▶ **What the task asks**: Here is a listing. Write it out again without a single difference.

▶ **Provided records**:
#####

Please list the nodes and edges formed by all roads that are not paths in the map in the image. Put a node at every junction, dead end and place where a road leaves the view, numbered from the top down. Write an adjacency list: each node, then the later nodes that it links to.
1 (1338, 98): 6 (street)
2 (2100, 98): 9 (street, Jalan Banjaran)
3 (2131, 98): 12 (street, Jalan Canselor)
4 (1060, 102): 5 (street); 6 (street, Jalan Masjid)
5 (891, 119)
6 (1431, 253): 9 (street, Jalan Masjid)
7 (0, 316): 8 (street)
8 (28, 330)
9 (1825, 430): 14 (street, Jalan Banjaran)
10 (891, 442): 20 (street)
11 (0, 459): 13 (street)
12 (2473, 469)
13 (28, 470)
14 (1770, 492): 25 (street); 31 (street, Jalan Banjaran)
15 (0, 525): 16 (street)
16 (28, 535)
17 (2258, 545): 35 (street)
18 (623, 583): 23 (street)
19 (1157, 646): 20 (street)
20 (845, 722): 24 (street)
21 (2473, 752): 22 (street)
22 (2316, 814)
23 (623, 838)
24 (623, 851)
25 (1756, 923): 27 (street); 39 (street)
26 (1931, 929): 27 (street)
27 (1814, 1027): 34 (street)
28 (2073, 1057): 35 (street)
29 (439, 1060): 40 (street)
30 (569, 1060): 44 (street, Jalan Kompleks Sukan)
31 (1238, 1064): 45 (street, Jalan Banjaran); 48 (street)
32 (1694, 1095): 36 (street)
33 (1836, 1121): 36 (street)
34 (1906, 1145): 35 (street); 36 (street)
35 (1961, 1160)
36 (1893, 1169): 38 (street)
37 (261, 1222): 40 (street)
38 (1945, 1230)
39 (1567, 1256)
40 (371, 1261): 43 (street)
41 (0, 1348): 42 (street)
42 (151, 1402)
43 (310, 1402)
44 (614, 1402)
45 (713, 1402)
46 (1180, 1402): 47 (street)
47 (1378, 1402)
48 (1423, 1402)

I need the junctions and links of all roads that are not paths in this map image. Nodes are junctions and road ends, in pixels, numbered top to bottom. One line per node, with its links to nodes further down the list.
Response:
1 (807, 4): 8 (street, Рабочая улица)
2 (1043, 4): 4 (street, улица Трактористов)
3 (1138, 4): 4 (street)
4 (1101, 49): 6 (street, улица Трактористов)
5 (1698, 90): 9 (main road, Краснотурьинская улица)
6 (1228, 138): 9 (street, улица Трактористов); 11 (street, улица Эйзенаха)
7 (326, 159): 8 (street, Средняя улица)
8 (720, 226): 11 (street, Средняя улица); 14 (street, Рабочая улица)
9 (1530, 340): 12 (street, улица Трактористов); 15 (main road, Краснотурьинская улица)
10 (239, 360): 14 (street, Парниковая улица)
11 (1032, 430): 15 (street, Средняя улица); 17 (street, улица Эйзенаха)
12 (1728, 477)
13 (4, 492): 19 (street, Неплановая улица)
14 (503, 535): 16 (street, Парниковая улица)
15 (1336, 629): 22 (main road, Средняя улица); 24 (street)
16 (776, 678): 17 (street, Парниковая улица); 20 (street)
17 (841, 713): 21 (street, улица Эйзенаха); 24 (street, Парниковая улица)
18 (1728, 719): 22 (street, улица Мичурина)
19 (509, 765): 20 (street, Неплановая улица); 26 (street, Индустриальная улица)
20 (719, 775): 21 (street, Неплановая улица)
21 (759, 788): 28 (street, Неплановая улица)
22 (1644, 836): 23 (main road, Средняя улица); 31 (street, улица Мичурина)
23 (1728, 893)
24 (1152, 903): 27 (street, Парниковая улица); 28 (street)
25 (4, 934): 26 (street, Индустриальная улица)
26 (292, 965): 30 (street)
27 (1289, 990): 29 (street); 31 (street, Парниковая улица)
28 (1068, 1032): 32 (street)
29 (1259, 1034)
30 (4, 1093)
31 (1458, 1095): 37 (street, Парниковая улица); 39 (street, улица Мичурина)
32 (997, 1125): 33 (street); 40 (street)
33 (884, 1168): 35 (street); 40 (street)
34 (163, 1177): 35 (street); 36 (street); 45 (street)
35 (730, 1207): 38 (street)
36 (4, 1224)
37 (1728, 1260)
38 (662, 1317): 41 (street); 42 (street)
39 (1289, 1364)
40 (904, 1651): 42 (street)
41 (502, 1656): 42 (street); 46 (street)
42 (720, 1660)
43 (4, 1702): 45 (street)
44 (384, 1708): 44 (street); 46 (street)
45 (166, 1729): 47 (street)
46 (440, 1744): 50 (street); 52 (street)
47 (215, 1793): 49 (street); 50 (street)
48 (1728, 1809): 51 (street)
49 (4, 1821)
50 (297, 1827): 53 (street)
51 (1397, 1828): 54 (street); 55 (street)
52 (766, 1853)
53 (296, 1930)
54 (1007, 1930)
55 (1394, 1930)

#####

▶ **Written answer**:
Please list the nodes and edges formed by all roads that are not paths in the map in the image. Put a node at every junction, dead end and place where a road leaves the view, numbered from the top down. Write an adjacency list: each node, then the later nodes that it links to.
1 (1338, 98): 6 (street)
2 (2100, 98): 9 (street, Jalan Banjaran)
3 (2131, 98): 12 (street, Jalan Canselor)
4 (1060, 102): 5 (street); 6 (street, Jalan Masjid)
5 (891, 119)
6 (1431, 253): 9 (street, Jalan Masjid)
7 (0, 316): 8 (street)
8 (28, 330)
9 (1825, 430): 14 (street, Jalan Banjaran)
10 (891, 442): 20 (street)
11 (0, 459): 13 (street)
12 (2473, 469)
13 (28, 470)
14 (1770, 492): 25 (street); 31 (street, Jalan Banjaran)
15 (0, 525): 16 (street)
16 (28, 535)
17 (2258, 545): 35 (street)
18 (623, 583): 23 (street)
19 (1157, 646): 20 (street)
20 (845, 722): 24 (street)
21 (2473, 752): 22 (street)
22 (2316, 814)
23 (623, 838)
24 (623, 851)
25 (1756, 923): 27 (street); 39 (street)
26 (1931, 929): 27 (street)
27 (1814, 1027): 34 (street)
28 (2073, 1057): 35 (street)
29 (439, 1060): 40 (street)
30 (569, 1060): 44 (street, Jalan Kompleks Sukan)
31 (1238, 1064): 45 (street, Jalan Banjaran); 48 (street)
32 (1694, 1095): 36 (street)
33 (1836, 1121): 36 (street)
34 (1906, 1145): 35 (street); 36 (street)
35 (1961, 1160)
36 (1893, 1169): 38 (street)
37 (261, 1222): 40 (street)
38 (1945, 1230)
39 (1567, 1256)
40 (371, 1261): 43 (street)
41 (0, 1348): 42 (street)
42 (151, 1402)
43 (310, 1402)
44 (614, 1402)
45 (713, 1402)
46 (1180, 1402): 47 (street)
47 (1378, 1402)
48 (1423, 1402)

I need the junctions and links of all roads that are not paths in this map image. Nodes are junctions and road ends, in pixels, numbered top to bottom. One line per node, with its links to nodes further down the list.
Response:
1 (807, 4): 8 (street, Рабочая улица)
2 (1043, 4): 4 (street, улица Трактористов)
3 (1138, 4): 4 (street)
4 (1101, 49): 6 (street, улица Трактористов)
5 (1698, 90): 9 (main road, Краснотурьинская улица)
6 (1228, 138): 9 (street, улица Трактористов); 11 (street, улица Эйзенаха)
7 (326, 159): 8 (street, Средняя улица)
8 (720, 226): 11 (street, Средняя улица); 14 (street, Рабочая улица)
9 (1530, 340): 12 (street, улица Трактористов); 15 (main road, Краснотурьинская улица)
10 (239, 360): 14 (street, Парниковая улица)
11 (1032, 430): 15 (street, Средняя улица); 17 (street, улица Эйзенаха)
12 (1728, 477)
13 (4, 492): 19 (street, Неплановая улица)
14 (503, 535): 16 (street, Парниковая улица)
15 (1336, 629): 22 (main road, Средняя улица); 24 (street)
16 (776, 678): 17 (street, Парниковая улица); 20 (street)
17 (841, 713): 21 (street, улица Эйзенаха); 24 (street, Парниковая улица)
18 (1728, 719): 22 (street, улица Мичурина)
19 (509, 765): 20 (street, Неплановая улица); 26 (street, Индустриальная улица)
20 (719, 775): 21 (street, Неплановая улица)
21 (759, 788): 28 (street, Неплановая улица)
22 (1644, 836): 23 (main road, Средняя улица); 31 (street, улица Мичурина)
23 (1728, 893)
24 (1152, 903): 27 (street, Парниковая улица); 28 (street)
25 (4, 934): 26 (street, Индустриальная улица)
26 (292, 965): 30 (street)
27 (1289, 990): 29 (street); 31 (street, Парниковая улица)
28 (1068, 1032): 32 (street)
29 (1259, 1034)
30 (4, 1093)
31 (1458, 1095): 37 (street, Парниковая улица); 39 (street, улица Мичурина)
32 (997, 1125): 33 (street); 40 (street)
33 (884, 1168): 35 (street); 40 (street)
34 (163, 1177): 35 (street); 36 (street); 45 (street)
35 (730, 1207): 38 (street)
36 (4, 1224)
37 (1728, 1260)
38 (662, 1317): 41 (street); 42 (street)
39 (1289, 1364)
40 (904, 1651): 42 (street)
41 (502, 1656): 42 (street); 46 (street)
42 (720, 1660)
43 (4, 1702): 45 (street)
44 (384, 1708): 44 (street); 46 (street)
45 (166, 1729): 47 (street)
46 (440, 1744): 50 (street); 52 (street)
47 (215, 1793): 49 (street); 50 (street)
48 (1728, 1809): 51 (street)
49 (4, 1821)
50 (297, 1827): 53 (street)
51 (1397, 1828): 54 (street); 55 (street)
52 (766, 1853)
53 (296, 1930)
54 (1007, 1930)
55 (1394, 1930)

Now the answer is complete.